→ **What the task asks**
Nothing may be dropped or added when the entries below are copied.
*** Opening Supplied data ***
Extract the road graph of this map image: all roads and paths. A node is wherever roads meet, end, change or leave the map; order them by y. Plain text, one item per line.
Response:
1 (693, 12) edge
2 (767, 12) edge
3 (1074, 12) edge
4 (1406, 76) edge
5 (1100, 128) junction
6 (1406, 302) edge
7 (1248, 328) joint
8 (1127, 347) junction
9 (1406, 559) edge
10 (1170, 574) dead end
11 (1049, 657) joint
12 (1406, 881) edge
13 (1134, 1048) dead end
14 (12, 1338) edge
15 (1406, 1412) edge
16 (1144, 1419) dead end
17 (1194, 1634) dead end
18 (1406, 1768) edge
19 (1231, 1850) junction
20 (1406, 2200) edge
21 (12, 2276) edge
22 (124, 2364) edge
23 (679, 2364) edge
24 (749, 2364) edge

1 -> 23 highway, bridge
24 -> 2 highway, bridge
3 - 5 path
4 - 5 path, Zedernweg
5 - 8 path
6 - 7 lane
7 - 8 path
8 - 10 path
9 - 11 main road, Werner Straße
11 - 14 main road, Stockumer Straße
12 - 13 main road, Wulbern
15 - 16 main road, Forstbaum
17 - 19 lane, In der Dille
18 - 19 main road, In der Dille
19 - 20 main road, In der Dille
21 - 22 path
*** Closing Supplied data ***
→ **Solution for this problem**
Extract the road graph of this map image: all roads and paths. A node is wherever roads meet, end, change or leave the map; order them by y. Plain text, one item per line.
Response:
1 (693, 12) edge
2 (767, 12) edge
3 (1074, 12) edge
4 (1406, 76) edge
5 (1100, 128) junction
6 (1406, 302) edge
7 (1248, 328) joint
8 (1127, 347) junction
9 (1406, 559) edge
10 (1170, 574) dead end
11 (1049, 657) joint
12 (1406, 881) edge
13 (1134, 1048) dead end
14 (12, 1338) edge
15 (1406, 1412) edge
16 (1144, 1419) dead end
17 (1194, 1634) dead end
18 (1406, 1768) edge
19 (1231, 1850) junction
20 (1406, 2200) edge
21 (12, 2276) edge
22 (124, 2364) edge
23 (679, 2364) edge
24 (749, 2364) edge

1 -> 23 highway, bridge
24 -> 2 highway, bridge
3 - 5 path
4 - 5 path, Zedernweg
5 - 8 path
6 - 7 lane
7 - 8 path
8 - 10 path
9 - 11 main road, Werner Straße
11 - 14 main road, Stockumer Straße
12 - 13 main road, Wulbern
15 - 16 main road, Forstbaum
17 - 19 lane, In der Dille
18 - 19 main road, In der Dille
19 - 20 main road, In der Dille
21 - 22 path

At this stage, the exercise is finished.